------ DATASET EXCERPTS

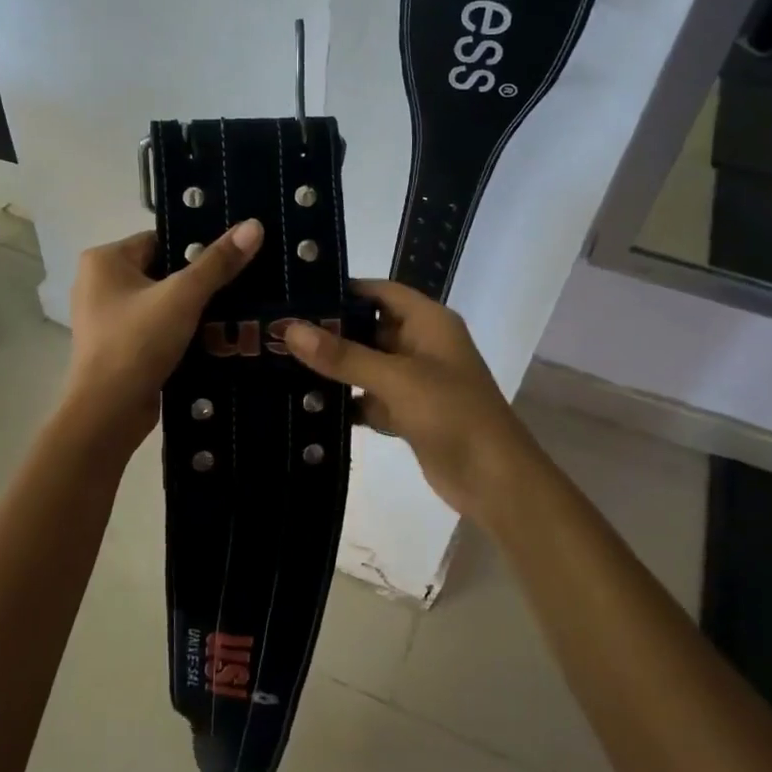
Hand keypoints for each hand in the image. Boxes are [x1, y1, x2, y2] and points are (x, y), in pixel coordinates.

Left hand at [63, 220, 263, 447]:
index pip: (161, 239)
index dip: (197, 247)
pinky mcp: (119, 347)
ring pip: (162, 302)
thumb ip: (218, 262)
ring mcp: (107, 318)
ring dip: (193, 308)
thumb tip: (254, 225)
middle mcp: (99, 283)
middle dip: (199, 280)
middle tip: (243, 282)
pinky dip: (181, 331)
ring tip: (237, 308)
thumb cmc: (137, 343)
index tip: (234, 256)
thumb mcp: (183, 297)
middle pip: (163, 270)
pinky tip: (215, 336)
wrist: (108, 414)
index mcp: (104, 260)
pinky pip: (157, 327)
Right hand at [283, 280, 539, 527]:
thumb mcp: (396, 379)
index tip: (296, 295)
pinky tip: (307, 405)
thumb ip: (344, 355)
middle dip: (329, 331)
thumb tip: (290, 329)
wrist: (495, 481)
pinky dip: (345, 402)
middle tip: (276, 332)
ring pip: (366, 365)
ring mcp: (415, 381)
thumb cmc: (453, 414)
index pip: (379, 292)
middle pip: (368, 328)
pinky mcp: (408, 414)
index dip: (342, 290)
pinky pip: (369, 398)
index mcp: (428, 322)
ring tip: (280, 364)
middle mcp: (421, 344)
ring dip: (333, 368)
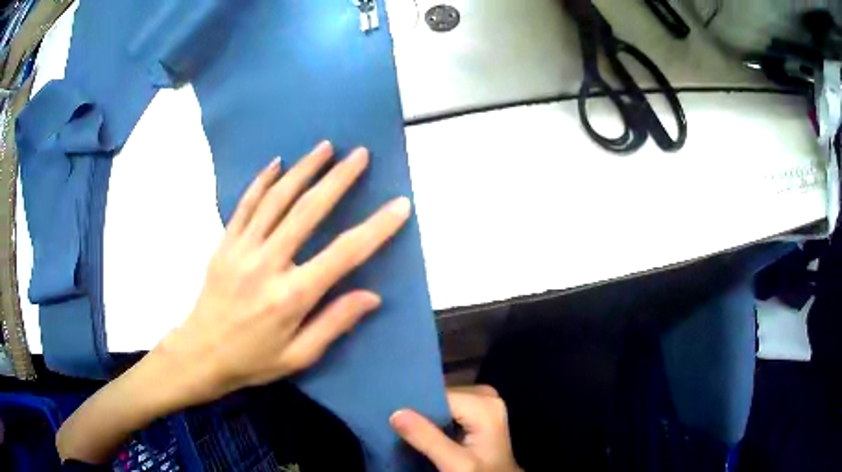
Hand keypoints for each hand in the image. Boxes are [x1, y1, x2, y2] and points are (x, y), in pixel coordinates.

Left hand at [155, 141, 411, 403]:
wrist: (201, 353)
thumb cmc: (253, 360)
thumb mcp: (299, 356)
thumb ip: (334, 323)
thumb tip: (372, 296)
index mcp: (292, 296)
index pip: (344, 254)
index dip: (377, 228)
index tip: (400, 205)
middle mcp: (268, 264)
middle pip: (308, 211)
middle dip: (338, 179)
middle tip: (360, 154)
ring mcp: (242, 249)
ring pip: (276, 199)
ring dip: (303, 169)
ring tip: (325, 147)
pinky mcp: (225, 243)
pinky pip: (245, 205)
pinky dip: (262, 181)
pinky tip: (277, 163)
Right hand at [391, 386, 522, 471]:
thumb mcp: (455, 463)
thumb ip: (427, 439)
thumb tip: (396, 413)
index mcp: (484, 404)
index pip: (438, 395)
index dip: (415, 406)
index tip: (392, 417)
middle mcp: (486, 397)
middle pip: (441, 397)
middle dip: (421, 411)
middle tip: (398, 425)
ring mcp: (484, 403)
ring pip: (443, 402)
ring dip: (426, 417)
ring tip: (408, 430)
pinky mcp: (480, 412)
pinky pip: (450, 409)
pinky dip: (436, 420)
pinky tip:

------------

● **THE TASK**
Write out again every line above exactly as given; the pictures do not belong in the copy.

● **RESPONSE FOR THIS EXERCISE**
Hand keypoints for each hand in the image. Boxes are [x1, y1, x2, y2] and points are (x, y), in pixel coordinates.

Left hand at [63, 220, 263, 447]:
index pip: (161, 239)
index dip: (197, 247)
pinky mcp: (119, 347)
ring pip: (162, 302)
thumb ip: (218, 262)
ring mcp: (107, 318)
ring dip: (193, 308)
thumb tip: (254, 225)
middle mcp: (99, 283)
middle dip: (199, 280)
middle tip: (243, 282)
pinky dip: (181, 331)
ring tip: (237, 308)
thumb cmc: (137, 343)
index tip: (234, 256)
thumb mcp: (183, 297)
middle pip: (163, 270)
pinky tip: (215, 336)
wrist: (108, 414)
index mcp: (104, 260)
pinky pip: (157, 327)
Right hand at [283, 280, 539, 527]:
thumb mcp: (396, 379)
index tip: (296, 295)
pinky tip: (307, 405)
thumb ip: (344, 355)
middle dip: (329, 331)
thumb tip: (290, 329)
wrist: (495, 481)
pinky dip: (345, 402)
middle tip: (276, 332)
ring pip: (366, 365)
ring mcp: (415, 381)
thumb cmc: (453, 414)
index pip: (379, 292)
middle pip: (368, 328)
pinky mcp: (408, 414)
index dip: (342, 290)
pinky pip: (369, 398)
index mcp: (428, 322)
ring tip: (280, 364)
middle mcp: (421, 344)
ring dip: (333, 368)
Hand keypoints for each hand in the image. Boxes are [x1, y1, x2, y2] and points are (x, y), in pixel coordinates.

Left hand at [155, 141, 411, 403]:
wrist: (201, 353)
thumb cmc: (253, 360)
thumb mcp: (299, 356)
thumb ip: (334, 323)
thumb tip: (372, 296)
index mcp: (292, 296)
index pip: (344, 254)
index dip: (377, 228)
index tip: (400, 205)
middle mcp: (268, 264)
middle pip: (308, 211)
middle dip: (338, 179)
middle tip: (360, 154)
ring mcp: (242, 249)
ring pip: (276, 199)
ring dip: (303, 169)
ring tip: (325, 147)
pinky mcp: (225, 243)
pinky pip: (245, 205)
pinky dip: (262, 181)
pinky tip: (277, 163)
Right hand at [391, 386, 522, 471]:
thumb mcp: (455, 463)
thumb ip: (427, 439)
thumb tip: (396, 413)
index mcp: (484, 404)
index pip: (438, 395)
index dip: (415, 406)
index tip: (392, 417)
middle mcp: (486, 397)
middle pip: (441, 397)
middle dip: (421, 411)
middle tip: (398, 425)
ring mcp: (484, 403)
ring pip: (443, 402)
ring dip: (426, 417)
ring tip: (408, 430)
pinky mcp: (480, 412)
pinky pip: (450, 409)
pinky dip: (436, 420)
pinky tip:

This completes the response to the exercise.